Frequency-Domain Model Estimation Methods
- Mise à jour2025-10-28
- Temps de lecture : 1 minute(s)
Frequency-Domain Model Estimation Methods
Frequency-domain model estimation involves identifying a model of a dynamic system by using the frequency-domain representation of the dynamic system data.
You acquire frequency-domain data by using a frequency analyzer. If you acquire time-domain data, you also can convert this time-domain data to frequency-domain data by estimating the Frequency Response Function (FRF) of a dynamic system. The FRF represents the frequency-domain relationship between the inputs and outputs of a dynamic system.
Use the System Identification VIs to obtain the FRF and estimate two categories of parametric models—transfer function and state-space. Use the SI Estimate Transfer Function Model from FRF VI to estimate continuous and discrete Single-Input Single-Output (SISO) transfer function models. Use the SI Estimate State-Space Model from FRF VI to estimate discrete SISO and Multiple-Input Multiple-Output (MIMO) state-space models.

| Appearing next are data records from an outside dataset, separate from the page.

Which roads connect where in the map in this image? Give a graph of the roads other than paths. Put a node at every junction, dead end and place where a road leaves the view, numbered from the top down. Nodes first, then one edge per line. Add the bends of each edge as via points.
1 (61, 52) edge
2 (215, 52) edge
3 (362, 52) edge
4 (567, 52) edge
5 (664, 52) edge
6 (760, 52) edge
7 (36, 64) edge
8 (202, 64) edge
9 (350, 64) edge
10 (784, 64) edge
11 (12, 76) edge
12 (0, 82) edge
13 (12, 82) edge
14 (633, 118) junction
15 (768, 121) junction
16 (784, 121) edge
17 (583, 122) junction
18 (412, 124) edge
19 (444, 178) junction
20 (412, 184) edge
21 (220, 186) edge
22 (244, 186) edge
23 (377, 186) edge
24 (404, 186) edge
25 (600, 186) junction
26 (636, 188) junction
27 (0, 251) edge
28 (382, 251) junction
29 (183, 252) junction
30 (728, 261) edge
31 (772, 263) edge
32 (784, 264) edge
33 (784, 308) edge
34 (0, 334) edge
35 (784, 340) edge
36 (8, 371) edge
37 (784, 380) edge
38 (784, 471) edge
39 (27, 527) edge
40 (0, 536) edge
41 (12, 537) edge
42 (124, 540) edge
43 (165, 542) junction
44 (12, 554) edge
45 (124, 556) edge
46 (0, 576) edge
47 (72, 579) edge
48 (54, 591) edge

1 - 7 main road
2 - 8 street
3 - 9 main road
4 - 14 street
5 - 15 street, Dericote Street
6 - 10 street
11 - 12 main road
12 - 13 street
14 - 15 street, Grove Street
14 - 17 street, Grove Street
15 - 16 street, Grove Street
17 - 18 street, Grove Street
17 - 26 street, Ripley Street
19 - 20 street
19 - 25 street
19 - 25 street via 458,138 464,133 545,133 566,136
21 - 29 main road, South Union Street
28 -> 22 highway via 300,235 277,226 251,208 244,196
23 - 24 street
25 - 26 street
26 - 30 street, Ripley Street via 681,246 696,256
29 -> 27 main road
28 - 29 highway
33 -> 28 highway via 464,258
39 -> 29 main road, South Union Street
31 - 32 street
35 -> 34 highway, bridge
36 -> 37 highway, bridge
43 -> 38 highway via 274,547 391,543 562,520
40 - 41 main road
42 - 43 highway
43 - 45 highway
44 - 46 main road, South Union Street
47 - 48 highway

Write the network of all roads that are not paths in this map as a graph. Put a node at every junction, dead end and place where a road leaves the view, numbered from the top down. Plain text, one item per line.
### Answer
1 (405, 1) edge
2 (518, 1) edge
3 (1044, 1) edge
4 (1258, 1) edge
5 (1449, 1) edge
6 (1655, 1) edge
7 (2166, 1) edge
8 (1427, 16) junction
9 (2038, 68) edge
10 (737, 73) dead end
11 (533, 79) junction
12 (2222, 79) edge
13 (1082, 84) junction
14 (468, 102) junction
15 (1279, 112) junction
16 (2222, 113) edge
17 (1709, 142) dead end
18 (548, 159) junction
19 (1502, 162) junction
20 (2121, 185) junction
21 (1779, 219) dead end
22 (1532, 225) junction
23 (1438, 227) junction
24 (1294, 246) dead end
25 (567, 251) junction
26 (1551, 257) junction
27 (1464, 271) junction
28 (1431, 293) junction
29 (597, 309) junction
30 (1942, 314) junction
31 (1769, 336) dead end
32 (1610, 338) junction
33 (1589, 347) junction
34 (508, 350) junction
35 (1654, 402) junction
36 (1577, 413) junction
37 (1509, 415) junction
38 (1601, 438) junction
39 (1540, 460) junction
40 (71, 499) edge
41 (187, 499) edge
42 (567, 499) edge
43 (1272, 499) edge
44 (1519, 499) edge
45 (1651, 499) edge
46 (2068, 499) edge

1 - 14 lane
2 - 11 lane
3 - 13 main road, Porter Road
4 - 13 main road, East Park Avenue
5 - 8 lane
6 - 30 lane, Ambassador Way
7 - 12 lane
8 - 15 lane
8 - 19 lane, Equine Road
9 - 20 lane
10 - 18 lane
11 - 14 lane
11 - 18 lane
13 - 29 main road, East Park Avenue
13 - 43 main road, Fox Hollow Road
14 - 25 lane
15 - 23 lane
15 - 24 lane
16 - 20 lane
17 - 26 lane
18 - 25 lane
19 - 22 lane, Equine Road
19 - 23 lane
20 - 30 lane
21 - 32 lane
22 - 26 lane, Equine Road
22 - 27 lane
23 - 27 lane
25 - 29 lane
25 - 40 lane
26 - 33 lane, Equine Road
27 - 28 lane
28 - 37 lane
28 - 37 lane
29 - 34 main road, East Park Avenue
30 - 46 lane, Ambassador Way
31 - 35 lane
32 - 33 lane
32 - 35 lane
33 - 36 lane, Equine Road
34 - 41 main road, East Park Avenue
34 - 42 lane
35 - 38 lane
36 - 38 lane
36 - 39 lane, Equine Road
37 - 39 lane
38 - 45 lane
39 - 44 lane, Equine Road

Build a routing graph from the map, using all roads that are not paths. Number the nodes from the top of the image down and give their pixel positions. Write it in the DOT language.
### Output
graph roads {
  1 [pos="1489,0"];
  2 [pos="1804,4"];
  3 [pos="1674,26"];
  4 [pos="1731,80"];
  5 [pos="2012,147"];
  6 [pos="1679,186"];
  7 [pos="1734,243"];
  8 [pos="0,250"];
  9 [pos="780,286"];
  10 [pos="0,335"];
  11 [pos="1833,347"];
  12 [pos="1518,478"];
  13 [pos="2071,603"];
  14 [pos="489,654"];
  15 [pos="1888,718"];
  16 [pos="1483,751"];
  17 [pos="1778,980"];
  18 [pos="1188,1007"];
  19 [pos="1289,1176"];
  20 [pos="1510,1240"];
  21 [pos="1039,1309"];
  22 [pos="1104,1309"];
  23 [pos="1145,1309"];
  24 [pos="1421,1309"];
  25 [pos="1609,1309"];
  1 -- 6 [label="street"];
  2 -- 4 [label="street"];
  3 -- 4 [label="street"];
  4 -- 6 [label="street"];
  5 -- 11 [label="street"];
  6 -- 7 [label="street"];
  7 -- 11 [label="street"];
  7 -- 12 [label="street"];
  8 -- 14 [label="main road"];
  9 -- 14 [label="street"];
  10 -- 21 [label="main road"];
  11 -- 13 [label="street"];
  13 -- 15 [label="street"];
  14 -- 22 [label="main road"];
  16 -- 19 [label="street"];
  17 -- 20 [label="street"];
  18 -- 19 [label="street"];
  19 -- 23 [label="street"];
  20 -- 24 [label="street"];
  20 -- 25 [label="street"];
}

Advantages of Frequency-Domain System Identification
Compared to time-domain model estimation methods, frequency-domain model estimation methods have the following advantages:
- You can reduce a large number of time-domain data samples to a finite number of frequency-domain data samples.
- You can reduce the effects of noise by averaging the FRF from multiple time-domain data measurements.
- You can focus on frequency bands of interest by directly weighting the frequency-domain data.